Where the word "roads" occurs in a line of the listing below, copy that line.

--*--

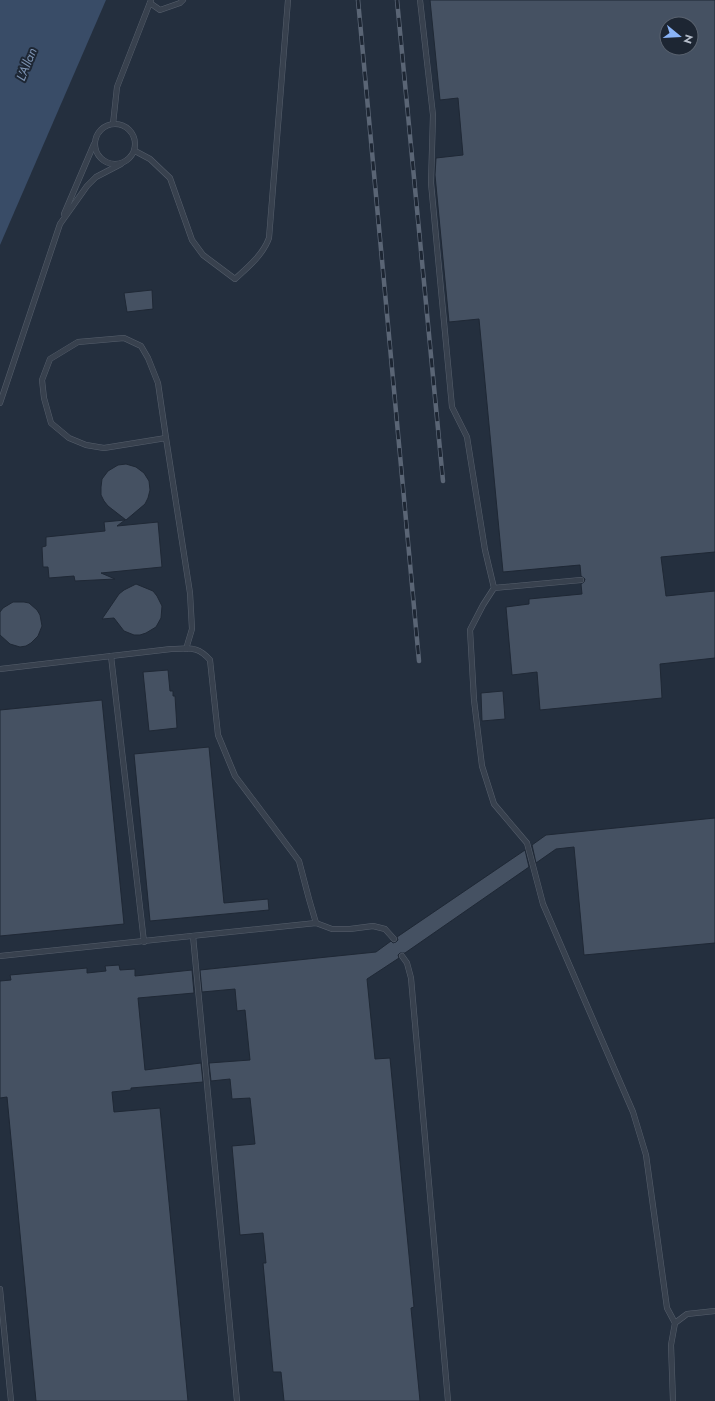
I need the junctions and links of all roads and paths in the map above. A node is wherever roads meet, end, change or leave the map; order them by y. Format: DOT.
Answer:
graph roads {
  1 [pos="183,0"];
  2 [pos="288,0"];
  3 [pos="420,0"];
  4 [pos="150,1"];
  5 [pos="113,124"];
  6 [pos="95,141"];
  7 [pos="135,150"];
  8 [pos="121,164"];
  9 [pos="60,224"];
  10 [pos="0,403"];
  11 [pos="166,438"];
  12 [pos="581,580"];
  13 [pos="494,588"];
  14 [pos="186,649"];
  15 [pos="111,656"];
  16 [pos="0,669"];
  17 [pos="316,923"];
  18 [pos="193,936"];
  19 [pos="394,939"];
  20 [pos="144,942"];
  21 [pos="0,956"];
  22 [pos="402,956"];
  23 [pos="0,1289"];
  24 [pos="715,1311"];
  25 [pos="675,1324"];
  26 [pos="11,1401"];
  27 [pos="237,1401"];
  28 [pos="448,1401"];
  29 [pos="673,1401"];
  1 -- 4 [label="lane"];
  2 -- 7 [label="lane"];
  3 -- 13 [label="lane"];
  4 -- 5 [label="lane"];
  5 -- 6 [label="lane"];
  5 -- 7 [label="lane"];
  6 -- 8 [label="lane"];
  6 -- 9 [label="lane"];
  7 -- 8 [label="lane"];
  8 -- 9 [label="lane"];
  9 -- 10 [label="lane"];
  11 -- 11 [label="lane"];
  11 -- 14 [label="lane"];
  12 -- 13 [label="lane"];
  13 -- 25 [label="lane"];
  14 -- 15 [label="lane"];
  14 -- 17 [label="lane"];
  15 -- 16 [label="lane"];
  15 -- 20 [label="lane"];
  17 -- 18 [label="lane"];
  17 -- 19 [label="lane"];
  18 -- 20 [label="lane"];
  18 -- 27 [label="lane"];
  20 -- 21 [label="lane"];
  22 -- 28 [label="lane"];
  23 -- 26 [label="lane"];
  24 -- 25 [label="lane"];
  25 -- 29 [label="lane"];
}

--*--

→ RESPONSE TO THE TASK:
I need the junctions and links of all roads and paths in the map above. A node is wherever roads meet, end, change or leave the map; order them by y. Format: DOT.
graph roads {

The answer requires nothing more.